Closures create instant scarcity in the market which most often translates into rising prices. Regularly, buyers across the industry find themselves between a rock and a hard place when it comes to securing reliable milk supply at a fair price. It is to no surprise that the number one mistake most buyers make is to accept the price they are presented.

“When buyers receive notification of a federally-regulated price increase, the normal reaction is to accept it as is, says Hoff. However, there are multiple times throughout the year when prices decrease and these are often missed due to companies lacking the time it takes to consistently monitor the market. There is a lot of savings potential in this area just by keeping an eye on the data throughout the year.” - Scott Hoff

Solution


Hoff broke down three solutions that he uses frequently with his customers at MRV to help them leverage these savings. Firstly, through MRV’s strong network across the US, they are able to help customers connect with suppliers that make their product in and outside of their usual sourcing regions. This means, for instance, that an ice cream brand in Ohio could find relevant suppliers in other states that may offer what they need at a lower price.

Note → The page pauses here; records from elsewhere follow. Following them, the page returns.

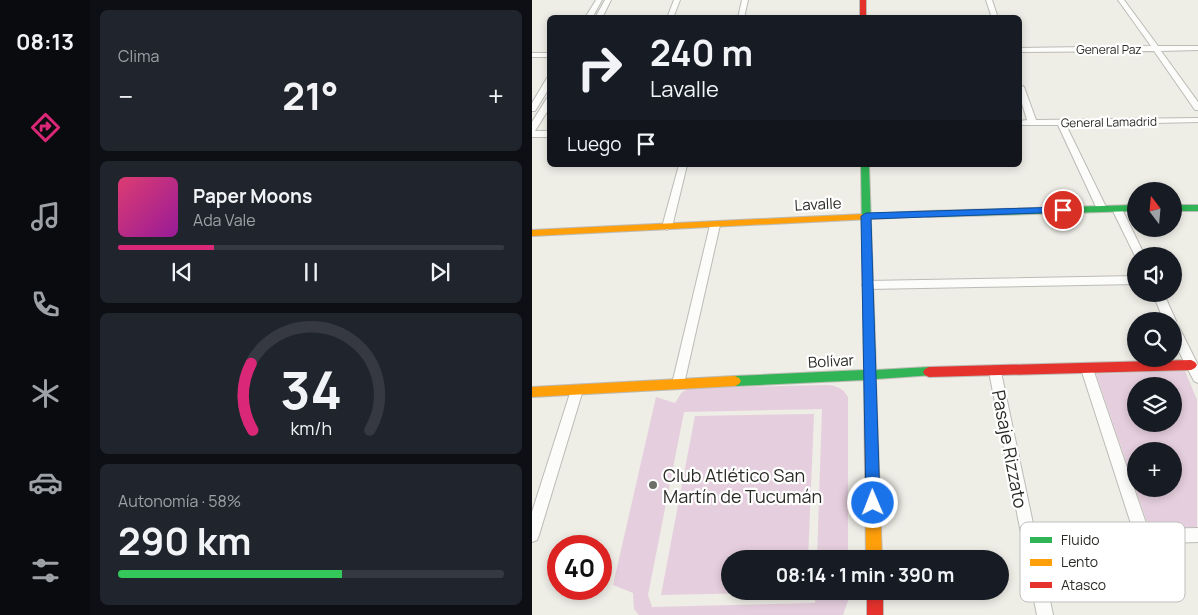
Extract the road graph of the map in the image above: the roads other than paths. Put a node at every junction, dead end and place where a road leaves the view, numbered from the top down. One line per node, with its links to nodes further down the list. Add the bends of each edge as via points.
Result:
1 (599, 0): 8 (street)
2 (608, 0): 9 (street)
3 (677, 0): 10 (street)
4 (744, 0): 11 (street)
5 (863, 0): 12 (street)
6 (989, 0): 13 (street)
7 (1121, 0): 15 (street)
8 (590, 15)
9 (600, 15)
10 (671, 15)
11 (742, 15)
12 (863, 15)
13 (994, 15)
14 (1198, 48): 15 (street, General Paz)
15 (1155, 49): 16 (street, General Paz); 22 (street)
16 (1022, 50)
17 (532, 55): 18 (street)
18 (547, 55)
19 (547, 85): 23 (street)
20 (1022, 93): 25 (street)
21 (547, 105): 28 (street)
22 (1198, 108)
23 (532, 109)
24 (1198, 120): 26 (street, General Lamadrid)
25 (1032, 122): 26 (street, General Lamadrid); 27 (street, General Lamadrid)
26 (1061, 122): 36 (street)
27 (1022, 123)
28 (532, 129)
29 (532, 134): 30 (street)
30 (547, 134)
31 (682, 167): 40 (street)
32 (865, 167): 38 (street)
33 (1127, 208): 37 (street, Lavalle)
34 (1182, 208): 35 (street)
35 (1198, 208)
36 (1102, 209): 37 (street, Lavalle); 38 (street, Lavalle)
37 (1117, 209): 42 (street)
38 (866, 216): 39 (street, Lavalle); 44 (street)
39 (715, 225): 40 (street, Lavalle); 51 (street)
40 (667, 227): 41 (street, Lavalle)
41 (532, 233)
42 (1136, 247)
43 (1127, 280): 44 (street)
44 (867, 284): 49 (street)
45 (1182, 346): 46 (street)
46 (1191, 365): 47 (street, Bolívar); 50 (street)
47 (1086, 369): 48 (street, Bolívar); 55 (street)
48 (995, 372): 49 (street, Bolívar); 54 (street, Pasaje Rizzato)
49 (871, 374): 51 (street, Bolívar); 59 (street)
50 (1198, 378)
51 (678, 384): 52 (street, Bolívar)
52 (577, 390): 53 (street, Bolívar); 58 (street)
53 (532, 392)
54 (1024, 522)
55 (1138, 522)
56 (1185, 535): 57 (street)
57 (1198, 535)
58 (532, 536)
59 (874, 550)
60 (875, 600): 62 (street)
61 (1042, 602): 63 (street, Pasaje Rizzato)
62 (875, 615)
63 (1045, 615)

Secondly, MRV can also consolidate their purchasing power and bid out a customer’s needs to appropriate suppliers in order to extract the best price for the customer in question. Hoff says that “the majority of customers are able to save money this way.”


Finally, by constantly following the market as a “watchdog”, MRV are able to provide cost change management services. This involves providing monthly visibility on market prices and capturing price decrease savings for customers.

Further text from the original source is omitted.